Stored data
-------------------------

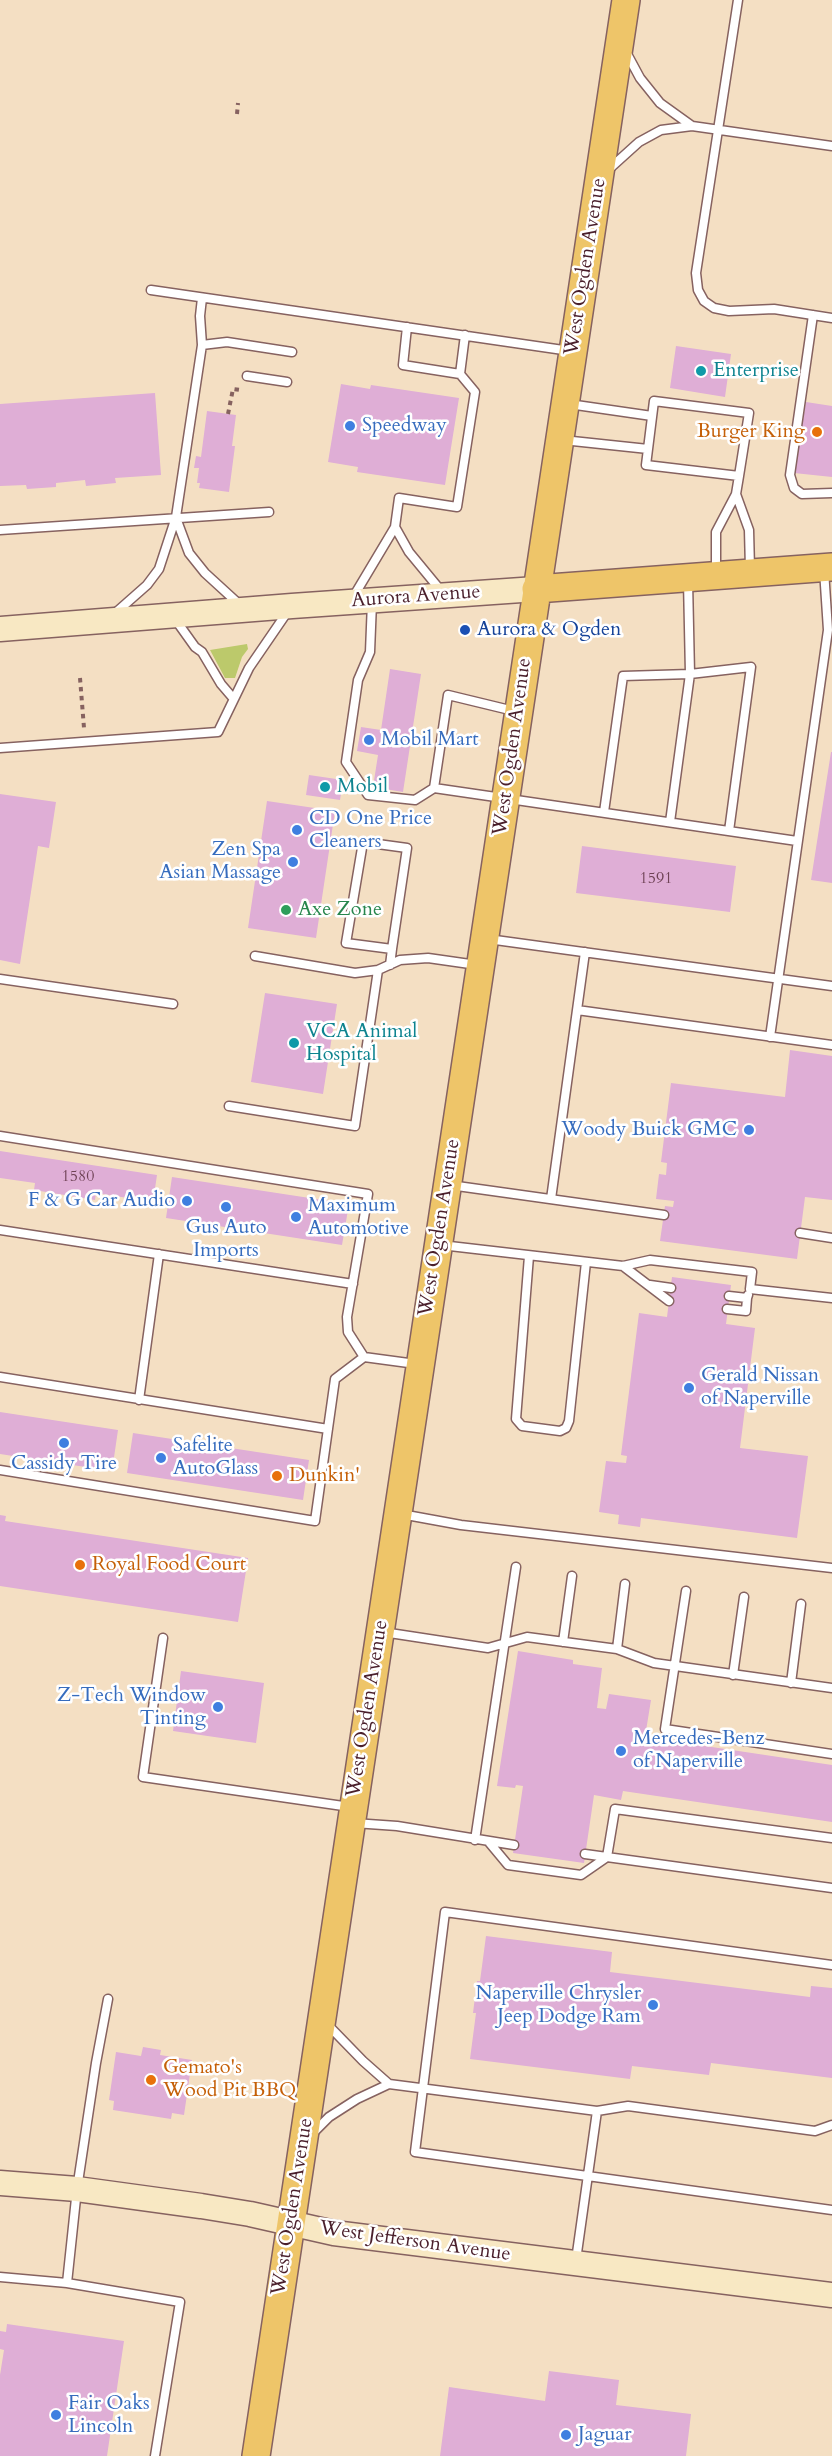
<!DOCTYPE html>
<html>
<head>
<meta charset="utf-8">
<style>
	body { margin:0 }
	canvas { display:block; background:#f4dfc3 }
</style>
</head>
<body>
<canvas width="832" height="2456"></canvas>
<script>
const c = document.querySelector('canvas').getContext('2d');
c.lineJoin = 'round';
function paint(path, color) { c.fillStyle = color; c.fill(path, 'evenodd'); }
const poly = rows => new Path2D(rows.map(r => 'M' + r).join(''));
function stroke(path, color, width, dash) { c.strokeStyle = color; c.lineWidth = width; c.lineCap = dash ? 'butt' : 'round'; c.setLineDash(dash || []); c.stroke(path); }
function write(font, color, halo, rows, align = 'center') {
  c.font = font + ' Cardo,serif'; c.lineWidth = 5; c.setLineDash([]); c.textBaseline = 'middle'; c.strokeStyle = halo; c.fillStyle = color; for (const [text, x, y, turn = 0] of rows) {
    c.save(); c.translate(x, y); c.rotate((+turn || 0) * Math.PI / 180); c.textAlign = isNaN(turn) ? turn : align; if (halo) c.strokeText(text, 0, 0); c.fillText(text, 0, 0); c.restore();
  }
}
paint(poly([
	[247,644,248,649,242,657,235,678,225,678,210,650]
]), '#bcc96b');
paint(poly([
	[676,346,731,354,725,397,670,388],
	[341,384,370,389,371,385,459,398,445,485,357,472,358,467,328,462],
	[155,393,161,475,115,478,116,483,86,486,85,480,56,483,56,487,27,489,26,485,0,486,0,404],
	[806,402,832,406,832,477,794,473],
	[207,411,236,415,232,446,235,446,229,492,199,488,200,483,197,483,199,468,194,468,196,456,201,457],
	[390,669,421,674,403,792,373,787,378,755,357,751,361,727,381,730],
	[831,752,832,752,832,883,811,880],
	[309,775,343,780,340,800,306,795],
	[0,794,56,802,49,848,38,846,20,964,0,960],
	[267,801,335,811,316,938,248,928],
	[582,846,736,866,730,912,576,893],
	[265,993,337,1004,323,1094,251,1082],
	[790,1050,832,1056,832,1200,805,1197,797,1259,660,1241,665,1206,673,1207,674,1201,656,1199,659,1174,666,1175,667,1163,661,1162,671,1083,785,1097],
	[0,1151,157,1175,153,1202,96,1193,95,1200,34,1190,35,1183,0,1178],
	[172,1177,349,1204,342,1245,166,1218],
	[672,1277,731,1285,726,1324,755,1328,740,1448,808,1456,797,1538,641,1518,640,1527,618,1524,619,1515,599,1512,606,1461,626,1463,627,1456,621,1455,639,1313,667,1317],
	[0,1412,118,1430,112,1471,0,1454],
	[133,1433,309,1460,303,1500,127,1473],
	[0,1515,6,1516,5,1521,248,1558,238,1622,0,1586],
	[518,1651,573,1660,573,1664,602,1668,597,1708,606,1709,609,1694,651,1700,645,1737,832,1765,832,1822,623,1791,621,1800,594,1795,584,1863,513,1853,523,1786,516,1785,515,1788,497,1786],
	[181,1671,264,1683,256,1743,173,1731],
	[486,1936,612,1952,610,1972,810,1997,811,1986,832,1988,832,2078,711,2063,709,2075,632,2066,630,2079,470,2059,476,2013,473,2013,477,1981,480,1981],
	[143,2047,161,2050,160,2055,192,2060,184,2115,172,2113,171,2119,113,2110,114,2101,109,2100,116,2052,141,2056],
	[7,2324,124,2341,107,2456,0,2456,0,2375,4,2350,0,2349,0,2331,6,2332],
	[549,2371,619,2380,616,2405,691,2414,686,2456,440,2456,449,2387,545,2401]
]), '#dfaed6');
const lane = poly([
	[738,0,696,273,698,290,704,301,714,308,729,311,774,309,832,318],
	[626,52,640,78,660,103,692,126],
	[608,170,639,142,661,130,692,126,832,146],
	[151,290,570,351],
	[813,315,790,475,794,488,802,494,832,493],
	[407,327,403,365,460,374],
	[202,345,227,342,292,352],
	[247,376,287,382],
	[569,404,652,416],
	[563,440,648,449],
	[736,494,749,530,750,569],
	[176,518,189,553,205,573,240,605],
	[395,527,409,552,442,592],
	[0,530,269,512],
	[716,573,716,532,736,494,739,476,749,413,654,401,646,465,739,476],
	[352,599,395,527,399,498,457,507,475,392,460,374,465,335],
	[372,602,370,652,358,680,346,762,368,795,415,800,434,788],
	[113,615,147,585,159,569,176,517,202,345,200,316,202,298],
	[175,619,195,647,202,652,221,684,233,698],
	[514,711,448,695,434,788,797,841],
	[0,748,218,732,249,668,288,611],
	[604,812,623,676,690,674,751,667,729,831],
	[670,822,690,674,688,581],
	[488,939,832,986],
	[255,956,355,973,378,970,400,960,428,958,477,965],
	[390,965,392,949,407,848,363,842,346,943,392,949],
	[0,979,173,1004],
	[577,1010,832,1045],
	[770,1037,828,630,824,570],
	[229,1106,355,1126,378,970],
	[0,1136,368,1194,347,1317,348,1332,364,1357],
	[450,1185,664,1215],
	[551,1199,585,952],
	[0,1230,353,1284],
	[800,1233,832,1238],
	[441,1245,623,1266,650,1260,752,1272,750,1289,832,1298],
	[529,1256,516,1419,522,1426,560,1431,566,1428,569,1421,586,1262],
	[623,1266,669,1301],
	[650,1285,671,1288],
	[729,1296,747,1298,748,1295],
	[727,1309,746,1311,747,1298],
	[0,1377,328,1429],
	[139,1400,159,1254],
	[0,1470,315,1521,335,1379,364,1357,416,1364],
	[401,1514,461,1525,832,1568],
	[686,1591,665,1729,832,1754],
	[383,1632,488,1648,527,1637,617,1649,654,1663,832,1688],
	[163,1638,143,1777,350,1807],
	[563,1642,572,1576],
	[617,1649,625,1584],
	[733,1675,744,1597],
	[791,1683,801,1604],
	[354,1823,397,1826,514,1845],
	[475,1840,516,1567],
	[488,1841,508,1865,581,1875,607,1857,615,1809,832,1838],
	[585,1854,832,1888],
	[832,1965,445,1912,415,2152,832,2210],
	[327,2024,363,2061,389,2084],
	[597,2111,628,2106,815,2131,832,2125],
	[313,2133,329,2117,357,2099,389,2084,597,2111,576,2260],
	[0,2277,67,2283,77,2189,96,2063,108,1999],
	[67,2283,180,2302,155,2456]
]);
const secondary = poly([
	[0,629,292,606,536,589],
	[0,2183,77,2189,201,2206,250,2214,334,2233,832,2295]
]);
const primary = poly([
	[536,589,832,567],
	[256,2456,626,0]
]);
stroke(lane, '#866260', 11);
stroke(secondary, '#866260', 27);
stroke(primary, '#866260', 30);
stroke(poly([
	[237,114,238,103],
	[228,414,233,389,240,390],
	[80,678,84,728]
]), '#866260', 4, [4.5, 4.5]);
stroke(lane, '#fff', 8);
stroke(secondary, '#f8e8c3', 24);
stroke(primary, '#eec569', 27);
for (const [x, y, r, color] of [
	[701,371,6,"#0f9aa8"],
	[350,426,6,"#3f7fe0"],
	[817,432,6,"#e8710a"],
	[465,630,6,"#1a4fb4"],
	[369,740,6,"#3f7fe0"],
	[325,787,6,"#0f9aa8"],
	[297,830,6,"#3f7fe0"],
	[293,862,6,"#3f7fe0"],
	[286,910,6,"#2e9e5b"],
	[294,1043,6,"#0f9aa8"],
	[749,1130,6,"#3f7fe0"],
	[187,1201,6,"#3f7fe0"],
	[226,1207,6,"#3f7fe0"],
	[296,1217,6,"#3f7fe0"],
	[689,1388,6,"#3f7fe0"],
	[64,1443,6,"#3f7fe0"],
	[161,1458,6,"#3f7fe0"],
	[277,1476,6,"#e8710a"],
	[80,1565,6,"#e8710a"],
	[218,1707,6,"#3f7fe0"],
	[621,1751,6,"#3f7fe0"],
	[653,2005,6,"#3f7fe0"],
	[151,2080,6,"#e8710a"],
	[56,2415,6,"#3f7fe0"],
	[566,2435,6,"#3f7fe0"]
]) { const dot = new Path2D(); dot.arc(x, y, r, 0, 2 * Math.PI); c.fillStyle = color; c.fill(dot); stroke(dot, '#fff', 2); }
write('16px', '#6f4356', null, [
	["1591",656,879],
	["1580",78,1177]
]);
write('20px', '#4a1f2b', '#fff', [
	["West Ogden Avenue",586,267,-81],
	["Aurora Avenue",416,597,-4],
	["West Ogden Avenue",513,747,-82],
	["West Ogden Avenue",440,1228,-81],
	["West Ogden Avenue",368,1709,-81],
	["West Ogden Avenue",293,2207,-81],
	["West Jefferson Avenue",415,2242,8]
]);
write('20px', '#0d838f', '#fff', [
	["Enterprise",713,371],
	["Mobil",337,787],
	["VCA Animal",306,1032],
	["Hospital",306,1055]
], 'left');
write('20px', '#366cbe', '#fff', [
	["Speedway",362,426],
	["Mobil Mart",381,740],
	["CD One Price",309,819],
	["Cleaners",309,842],
	["Zen Spa",281,850,"right"],
	["Asian Massage",281,873,"right"],
	["Woody Buick GMC",737,1130,"right"],
	["F & G Car Audio",175,1201,"right"],
	["Maximum",308,1206],
	["Automotive",308,1229],
	["Gus Auto",226,1228,"center"],
	["Imports",226,1251,"center"],
	["Gerald Nissan",701,1376],
	["of Naperville",701,1399],
	["Safelite",173,1446],
	["AutoGlass",173,1469],
	["Cassidy Tire",64,1464,"center"],
	["Z-Tech Window",206,1696,"right"],
	["Tinting",206,1719,"right"],
	["Mercedes-Benz",633,1739],
	["of Naperville",633,1762],
	["Naperville Chrysler",641,1994,"right"],
	["Jeep Dodge Ram",641,2017,"right"],
	["Fair Oaks",68,2404],
	["Lincoln",68,2427],
	["Jaguar",578,2435]
], 'left');
write('20px', '#c56008', '#fff', [
	["Burger King",805,432,"right"],
	["Dunkin'",289,1476],
	["Royal Food Court",92,1565],
	["Gemato's",163,2068],
	["Wood Pit BBQ",163,2091]
], 'left');
write('20px', '#164399', '#fff', [
	["Aurora & Ogden",477,630]
], 'left');
write('20px', '#27864d', '#fff', [
	["Axe Zone",298,910]
], 'left');
</script>
</body>
</html>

-------------------------

Problem description
Filter the lines above, keeping and copying those that contain "function".

Written response
function paint(path, color) { c.fillStyle = color; c.fill(path, 'evenodd'); }
function stroke(path, color, width, dash) { c.strokeStyle = color; c.lineWidth = width; c.lineCap = dash ? 'butt' : 'round'; c.setLineDash(dash || []); c.stroke(path); }
function write(font, color, halo, rows, align = 'center') {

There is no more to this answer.